Pour certains il vaut pas un kopeck

Il est vrai que le K est un drôle de mec

Une lettre étrange dans des mots comme coke

Certes une poudre blanche dont personne se moque

 

Il fit les heures sombres d’une Amérique blanche

Avec un Ku Klux Klan en habits de dimanche

Pourtant il est douceur quand c’est le Koala

Dans son eucalyptus qui tend ses petits bras.

 

Le Kangourou aussi nous offre jolis bonds

Car le K on le sait à toutes choses est bon

Pourtant quand le kiné dit perdez des kilos

C’est sûr qu’on kife pas et qu’on joue pas les kids.

 

On cesse de manger autant de ces kakis

Qu’on aime tant avant de boire son kawa 

En guettant tous les keufs avec leurs képis 

Quand on a bu du kir et que l’on est KO.

 

Doit on mettre son K-way voila qui est Kafkaïen 

Dans le karaoké qu’on joue dans la kasbah ?

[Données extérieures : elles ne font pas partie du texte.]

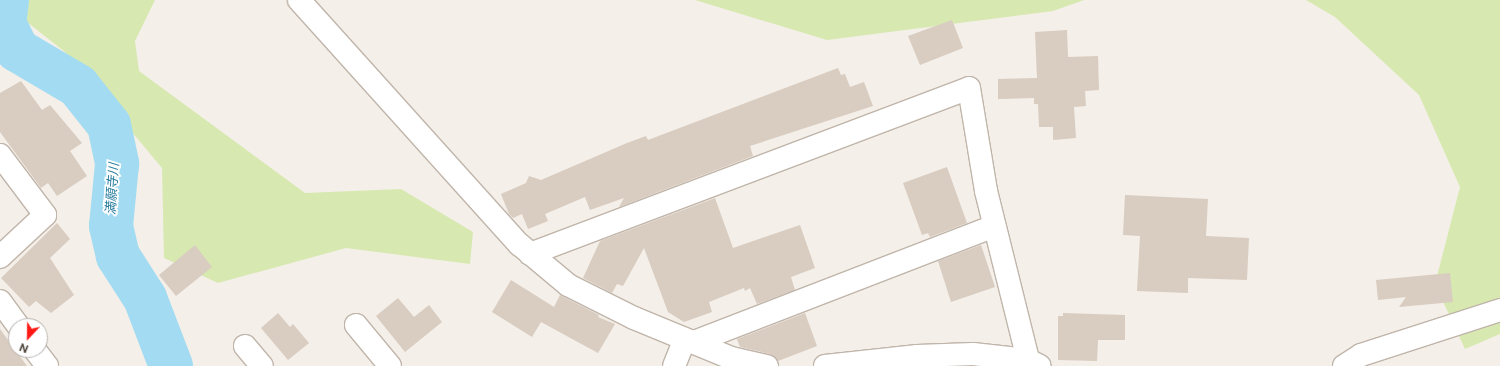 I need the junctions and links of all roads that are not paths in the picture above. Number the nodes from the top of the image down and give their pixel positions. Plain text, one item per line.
1 (299, 0) edge
2 (0, 155) edge
3 (994, 226) junction
4 (530, 254) junction
5 (0, 257) edge
6 (0, 301) edge
7 (1500, 310) edge
8 (12, 318) edge
9 (356, 325) dead end
10 (690, 341) junction
11 (246, 346) dead end
12 (1034, 363) edge
13 (262, 366) edge
14 (390, 366) edge
15 (674, 366) edge
16 (767, 366) edge
17 (825, 366) edge
18 (1344, 366) edge

1 - 4 street
2 - 5 street
3 - 4 street
3 - 10 street
3 - 12 street
4 - 10 street
6 - 8 street
7 - 18 street
9 - 14 street
10 - 15 street
10 - 16 street
11 - 13 street
12 - 17 street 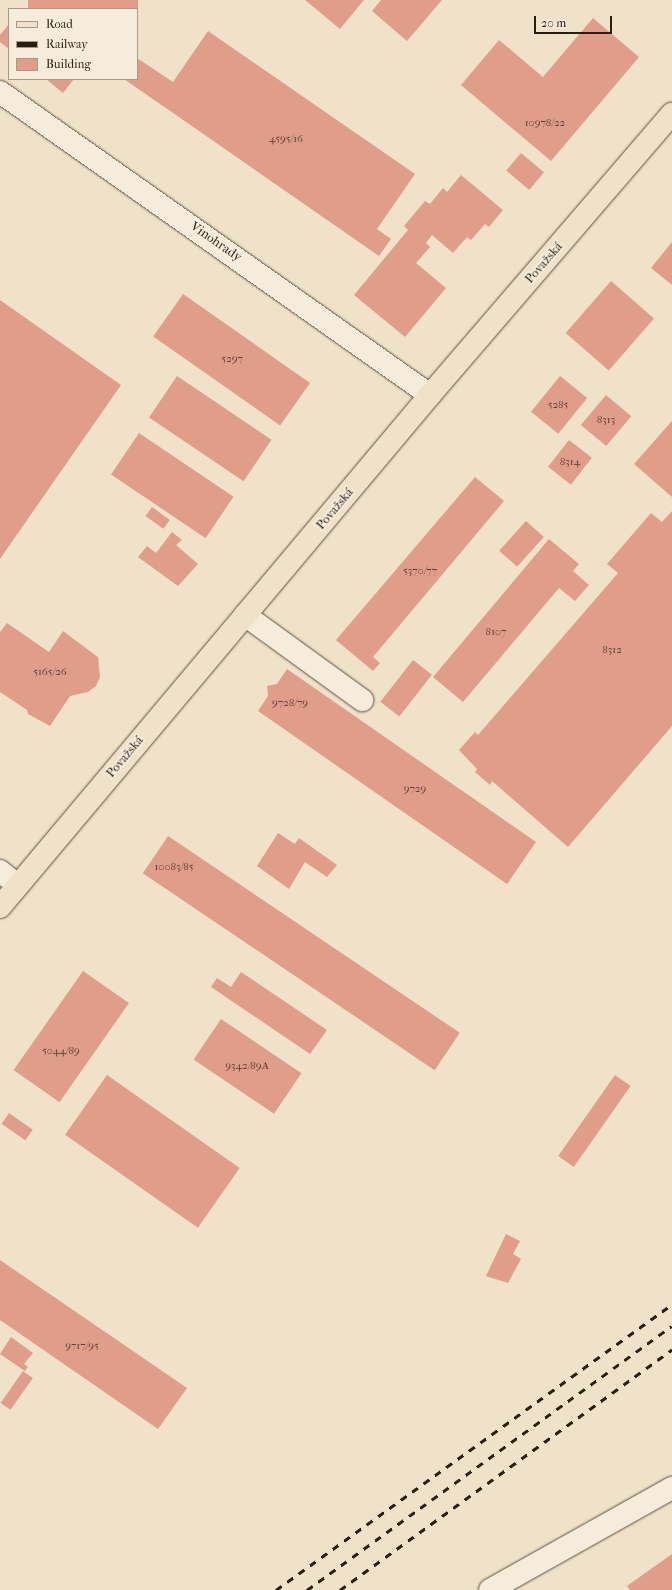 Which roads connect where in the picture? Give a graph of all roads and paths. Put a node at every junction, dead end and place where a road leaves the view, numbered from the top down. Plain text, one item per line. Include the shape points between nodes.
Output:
1 (0, 92) edge
2 (672, 114) edge
3 (430, 395) junction
4 (245, 615) junction
5 (362, 700) dead end
6 (0, 871) edge
7 (17, 885) junction
8 (0, 907) edge
9 (672, 1488) edge
10 (490, 1590) edge

1 - 3 street, Vinohrady
2 - 3 main road, Považská
3 - 4 main road, Považská
4 - 5 street
4 - 7 main road, Považská
6 - 7 street
7 - 8 main road, Považská
9 - 10 street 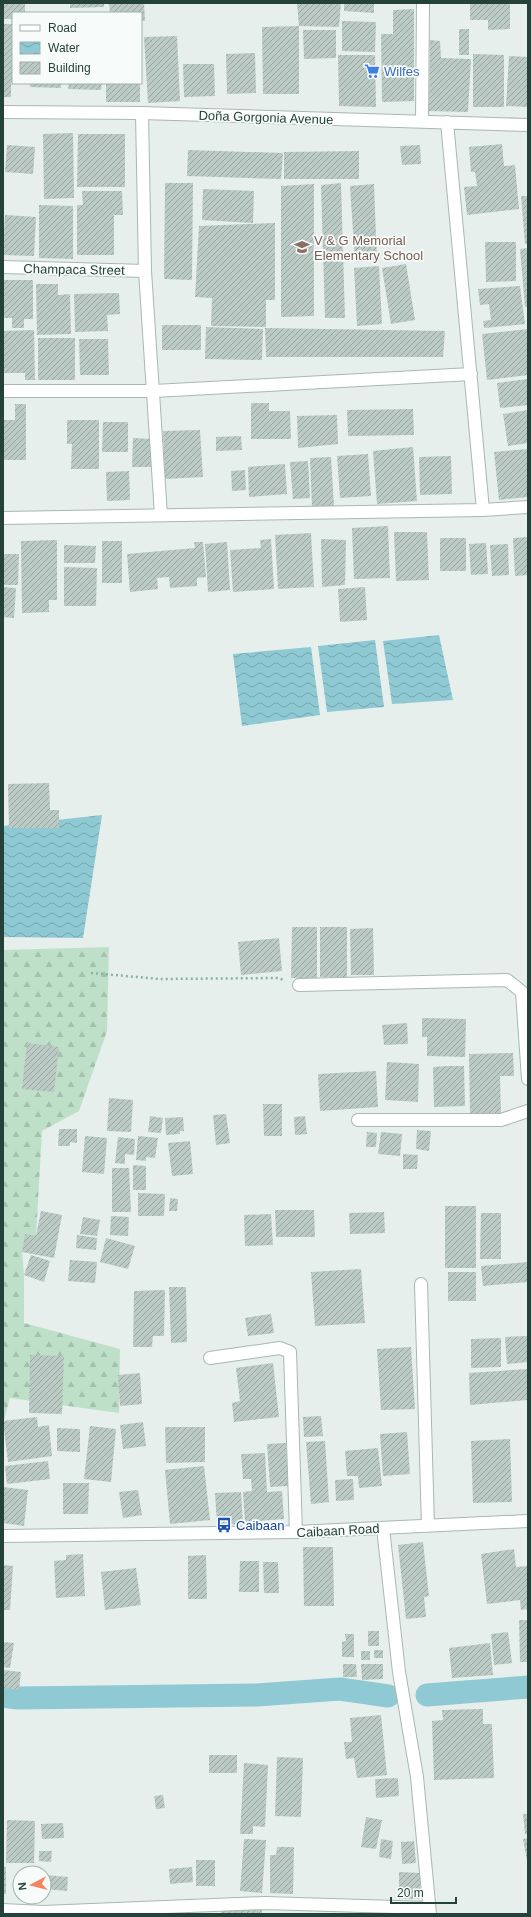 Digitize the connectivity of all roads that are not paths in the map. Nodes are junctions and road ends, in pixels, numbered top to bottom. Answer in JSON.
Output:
{"nodes":[{"id":1,"x":423,"y":3,"type":"edge"},
{"id":2,"x":3,"y":112,"type":"edge"},
{"id":3,"x":142,"y":113,"type":"junction"},
{"id":4,"x":422,"y":121,"type":"junction"},
{"id":5,"x":447,"y":122,"type":"junction"},
{"id":6,"x":528,"y":125,"type":"edge"},
{"id":7,"x":3,"y":267,"type":"edge"},
{"id":8,"x":145,"y":270,"type":"junction"},
{"id":9,"x":471,"y":374,"type":"junction"},
{"id":10,"x":3,"y":391,"type":"edge"},
{"id":11,"x":154,"y":391,"type":"junction"},
{"id":12,"x":528,"y":508,"type":"edge"},
{"id":13,"x":483,"y":510,"type":"junction"},
{"id":14,"x":161,"y":515,"type":"junction"},
{"id":15,"x":3,"y":518,"type":"edge"},
{"id":16,"x":299,"y":985,"type":"road end"},
{"id":17,"x":528,"y":1079,"type":"edge"},
{"id":18,"x":528,"y":1111,"type":"edge"},
{"id":19,"x":358,"y":1120,"type":"dead end"},
{"id":20,"x":421,"y":1284,"type":"dead end"},
{"id":21,"x":210,"y":1358,"type":"dead end"},
{"id":22,"x":528,"y":1521,"type":"edge"},
{"id":23,"x":428,"y":1526,"type":"junction"},
{"id":24,"x":383,"y":1528,"type":"junction"},
{"id":25,"x":296,"y":1532,"type":"junction"},
{"id":26,"x":3,"y":1536,"type":"edge"},
{"id":27,"x":3,"y":1910,"type":"edge"},
{"id":28,"x":429,"y":1911,"type":"edge"}],
"edges":[{"from":1,"to":4,"type":"street"},
{"from":2,"to":3,"type":"street","name":"Doña Gorgonia Avenue"},
{"from":3,"to":4,"type":"street","name":"Doña Gorgonia Avenue"},
{"from":3,"to":8,"type":"street"},
{"from":4,"to":5,"type":"street","name":"Doña Gorgonia Avenue"},
{"from":5,"to":6,"type":"street","name":"Doña Gorgonia Avenue"},
{"from":5,"to":9,"type":"street"},
{"from":7,"to":8,"type":"street","name":"Champaca Street"},
{"from":8,"to":11,"type":"street"},
{"from":9,"to":11,"type":"street"},
{"from":9,"to":13,"type":"street"},
{"from":10,"to":11,"type":"street"},
{"from":11,"to":14,"type":"street"},
{"from":12,"to":13,"type":"street"},
{"from":13,"to":14,"type":"street"},
{"from":14,"to":15,"type":"street"},
{"from":16,"to":17,"type":"street"},
{"from":18,"to":19,"type":"street"},
{"from":20,"to":23,"type":"street"},
{"from":21,"to":25,"type":"street"},
{"from":22,"to":23,"type":"street","name":"Caibaan Road"},
{"from":23,"to":24,"type":"street","name":"Caibaan Road"},
{"from":24,"to":25,"type":"street","name":"Caibaan Road"},
{"from":24,"to":28,"type":"street"},
{"from":25,"to":26,"type":"street","name":"Caibaan Road"},
{"from":27,"to":28,"type":"street"}]} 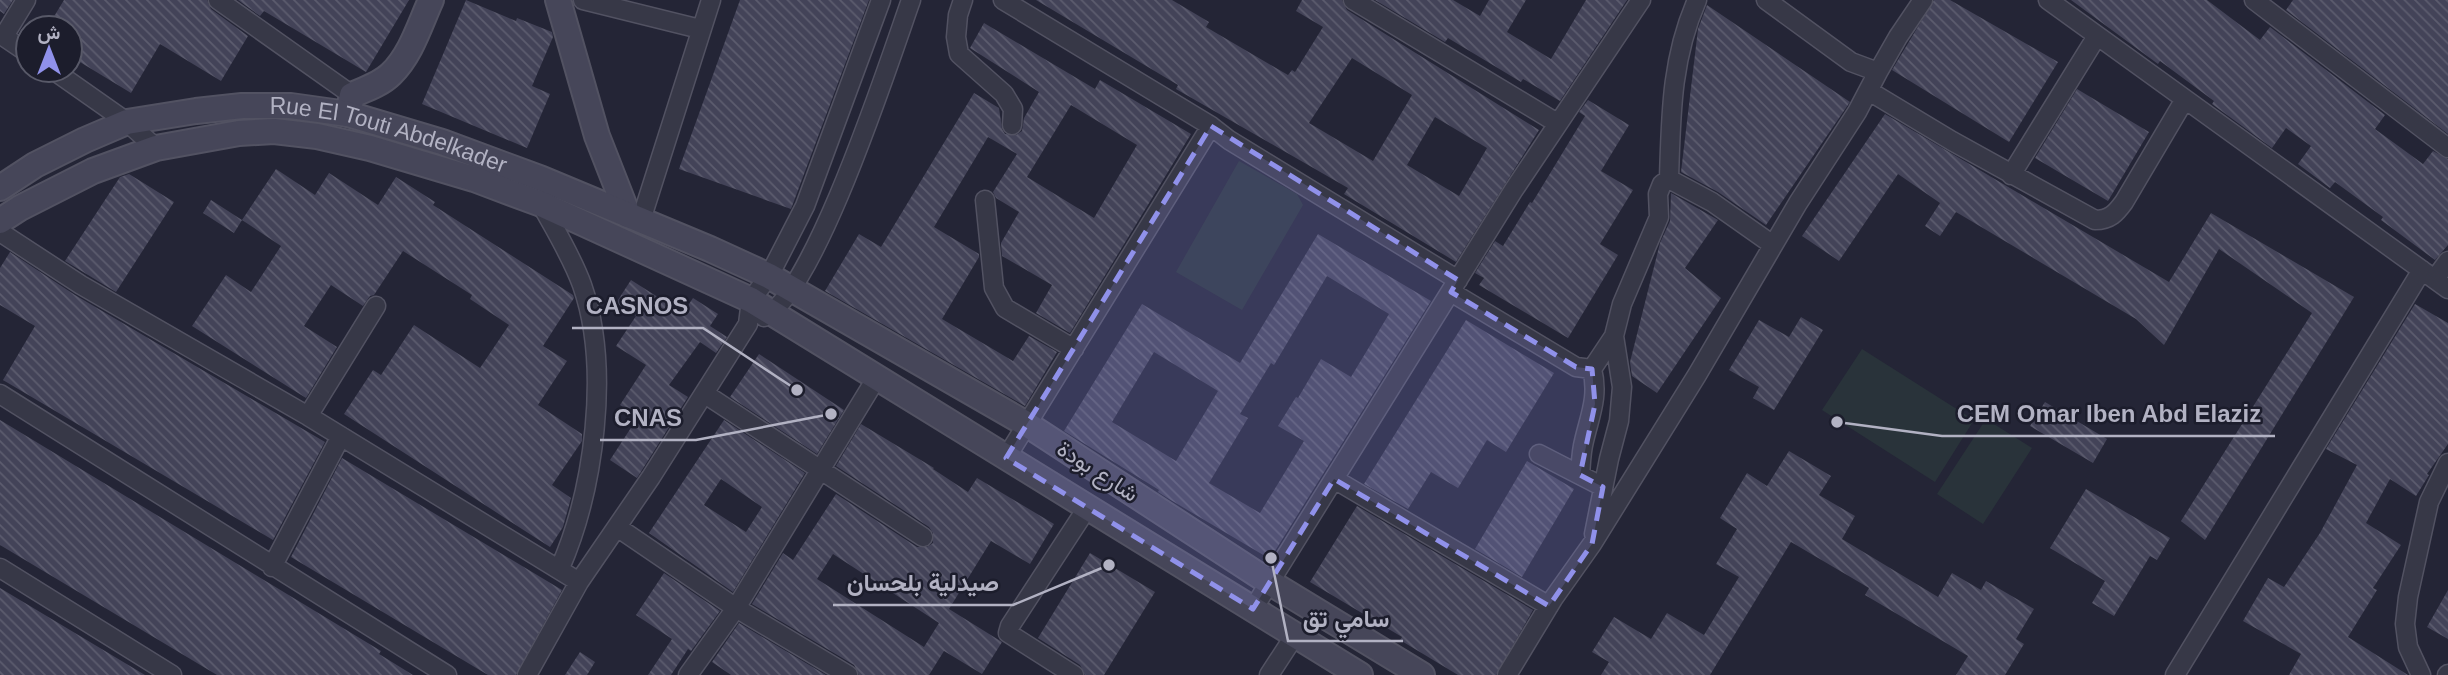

Ou sa kalachnikov mettre dans son kayak 

Là bas en Kabylie où on joue les kibboutz ?

 

C’est au kama-sutra qu’on confie son karma

Car en degré kelvin il bat bien le kebab

Comme le dit le Khan qui vous a kidnappé

Je suis peut être kitsch mais c’est moi le caïd.

 

C’est dans sa kitchenette qu’on va se consoler

En achetant au kiosque un cours de karaté 

Ou bien à la kermesse qu’on danse le kabuki

Un vrai kaléidoscope que le K nous offrit.